:: Input data ::

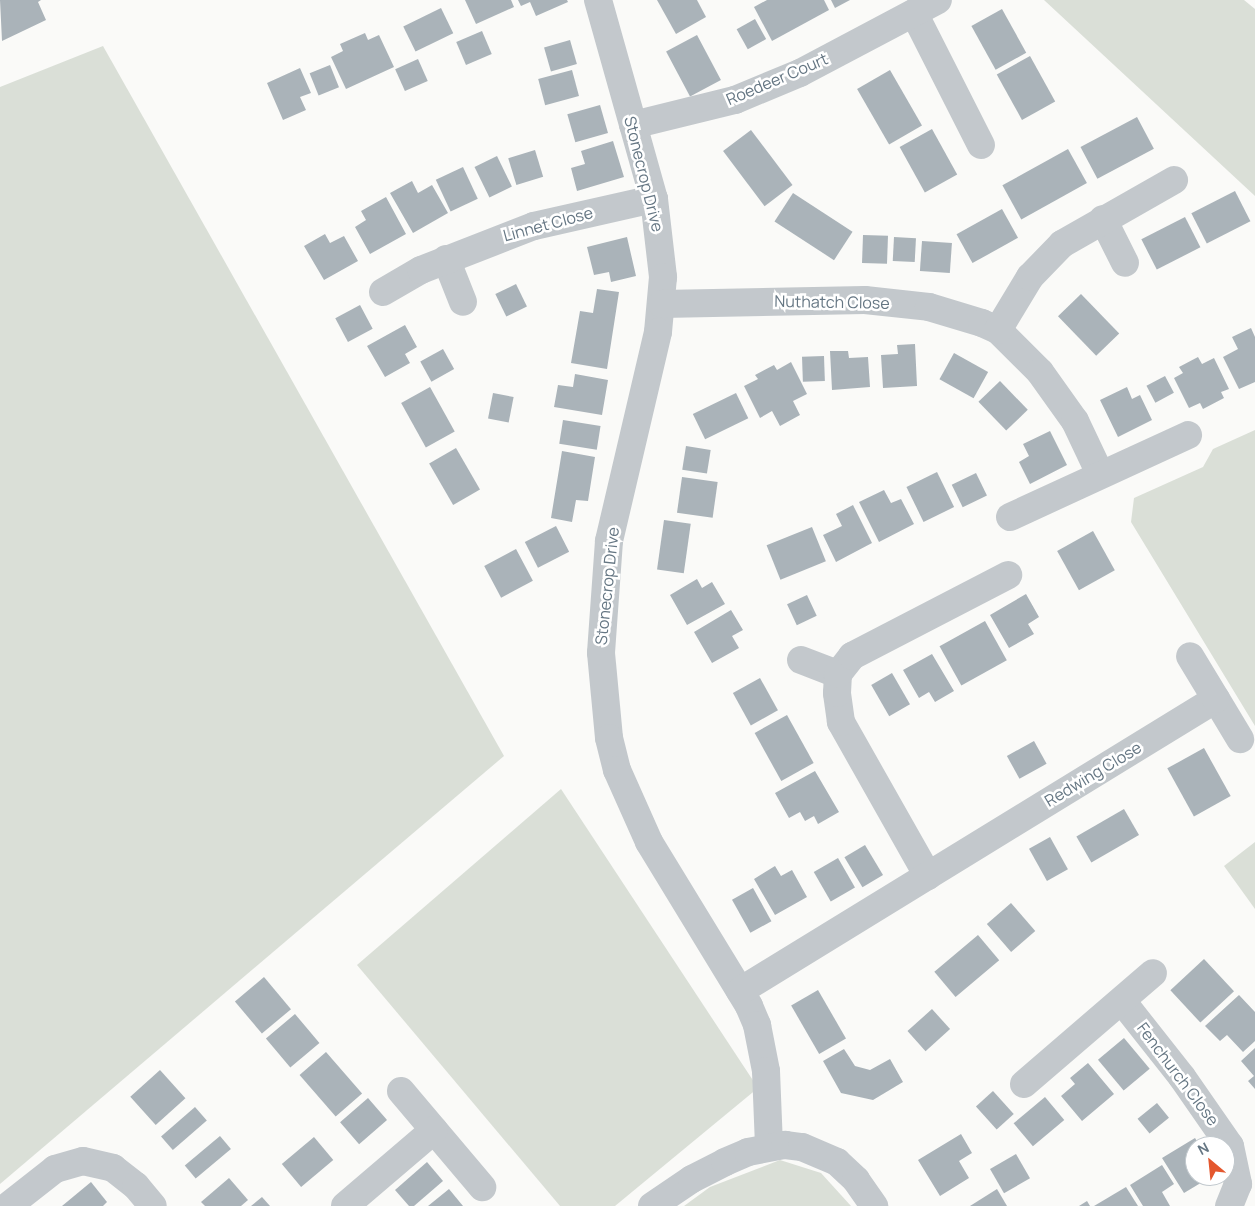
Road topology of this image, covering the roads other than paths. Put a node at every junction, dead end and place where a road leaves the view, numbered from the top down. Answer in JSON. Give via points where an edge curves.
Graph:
{"nodes":[{"id":1,"x":598,"y":0,"type":"edge"},
{"id":2,"x":938,"y":0,"type":"edge"},
{"id":3,"x":914,"y":13,"type":"junction"},
{"id":4,"x":633,"y":125,"type":"junction"},
{"id":5,"x":981,"y":145,"type":"dead end"},
{"id":6,"x":1174,"y":180,"type":"dead end"},
{"id":7,"x":654,"y":199,"type":"junction"},
{"id":8,"x":1103,"y":219,"type":"junction"},
{"id":9,"x":446,"y":259,"type":"junction"},
{"id":10,"x":1124,"y":263,"type":"dead end"},
{"id":11,"x":383,"y":292,"type":"dead end"},
{"id":12,"x":463,"y":302,"type":"dead end"},
{"id":13,"x":662,"y":304,"type":"junction"},
{"id":14,"x":998,"y":330,"type":"junction"},
{"id":15,"x":1188,"y":435,"type":"dead end"},
{"id":16,"x":1100,"y":474,"type":"junction"},
{"id":17,"x":1010,"y":517,"type":"dead end"},
{"id":18,"x":1008,"y":575,"type":"dead end"},
{"id":19,"x":1190,"y":656,"type":"dead end"},
{"id":20,"x":801,"y":660,"type":"dead end"},
{"id":21,"x":838,"y":674,"type":"junction"},
{"id":22,"x":1216,"y":700,"type":"junction"},
{"id":23,"x":1240,"y":738,"type":"dead end"},
{"id":24,"x":928,"y":876,"type":"junction"},
{"id":25,"x":1152,"y":973,"type":"dead end"},
{"id":26,"x":740,"y":991,"type":"junction"},
{"id":27,"x":1122,"y":1001,"type":"junction"},
{"id":28,"x":1024,"y":1084,"type":"dead end"},
{"id":29,"x":401,"y":1091,"type":"dead end"},
{"id":30,"x":434,"y":1130,"type":"junction"},
{"id":31,"x":769,"y":1146,"type":"junction"},
{"id":32,"x":482,"y":1187,"type":"dead end"},
{"id":33,"x":1239,"y":1198,"type":"edge"},
{"id":34,"x":349,"y":1205,"type":"edge"},
{"id":35,"x":8,"y":1206,"type":"edge"},
{"id":36,"x":153,"y":1206,"type":"edge"},
{"id":37,"x":652,"y":1206,"type":"edge"},
{"id":38,"x":874,"y":1206,"type":"edge"}],
"edges":[{"from":1,"to":4,"type":"street","name":"Stonecrop Drive"},
{"from":2,"to":3,"type":"street","name":"Roedeer Court"},
{"from":3,"to":4,"type":"street","name":"Roedeer Court","via":[[800,72],[735,100]]},
{"from":3,"to":5,"type":"street"},
{"from":4,"to":7,"type":"street","name":"Stonecrop Drive"},
{"from":6,"to":8,"type":"street"},
{"from":7,"to":9,"type":"street","name":"Linnet Close","via":[[534,226]]},
{"from":7,"to":13,"type":"street","name":"Stonecrop Drive","via":[[662,253]]},
{"from":8,"to":10,"type":"street"},
{"from":8,"to":14,"type":"street","via":[[1062,244],[1046,258],[1030,277]]},
{"from":9,"to":11,"type":"street","name":"Linnet Close"},
{"from":9,"to":12,"type":"street"},
{"from":13,"to":14,"type":"street","name":"Nuthatch Close","via":[[821,300],[896,302],[957,315]]},
{"from":13,"to":26,"type":"street","name":"Stonecrop Drive","via":[[609,541],[602,608],[603,696],[609,738],[630,804],[649,842]]},
{"from":14,"to":16,"type":"street","name":"Nuthatch Close","via":[[1061,398],[1088,445]]},
{"from":15,"to":16,"type":"street"},
{"from":16,"to":17,"type":"street"},
{"from":18,"to":21,"type":"street","via":[[852,656]]},
{"from":19,"to":22,"type":"street"},
{"from":20,"to":21,"type":"street"},
{"from":21,"to":24,"type":"street","via":[[837,693],[842,722]]},
{"from":22,"to":23,"type":"street"},
{"from":22,"to":24,"type":"street","name":"Redwing Close"},
{"from":24,"to":26,"type":"street","name":"Redwing Close"},
{"from":25,"to":27,"type":"street"},
{"from":26,"to":31,"type":"street","name":"Stonecrop Drive","via":[[757,1025],[763,1047]]},
{"from":27,"to":28,"type":"street"},
{"from":27,"to":33,"type":"street","name":"Fenchurch Close","via":[[1182,1077],[1230,1146],[1238,1172]]},
{"from":29,"to":30,"type":"street"},
{"from":30,"to":32,"type":"street"},
{"from":30,"to":34,"type":"street"},
{"from":31,"to":37,"type":"street","via":[[725,1162]]},
{"from":31,"to":38,"type":"street","via":[[802,1147],[837,1162],[856,1180]]},
{"from":35,"to":36,"type":"street","via":[[55,1169],[83,1161],[113,1168],[136,1186]]}]}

:: What to do ::
Each line of the records that holds the word "Drive" should be copied out.

:: Exercise output ::
"edges":[{"from":1,"to":4,"type":"street","name":"Stonecrop Drive"},
{"from":4,"to":7,"type":"street","name":"Stonecrop Drive"},
{"from":7,"to":13,"type":"street","name":"Stonecrop Drive","via":[[662,253]]},
{"from":13,"to":26,"type":"street","name":"Stonecrop Drive","via":[[609,541],[602,608],[603,696],[609,738],[630,804],[649,842]]},
{"from":26,"to":31,"type":"street","name":"Stonecrop Drive","via":[[757,1025],[763,1047]]},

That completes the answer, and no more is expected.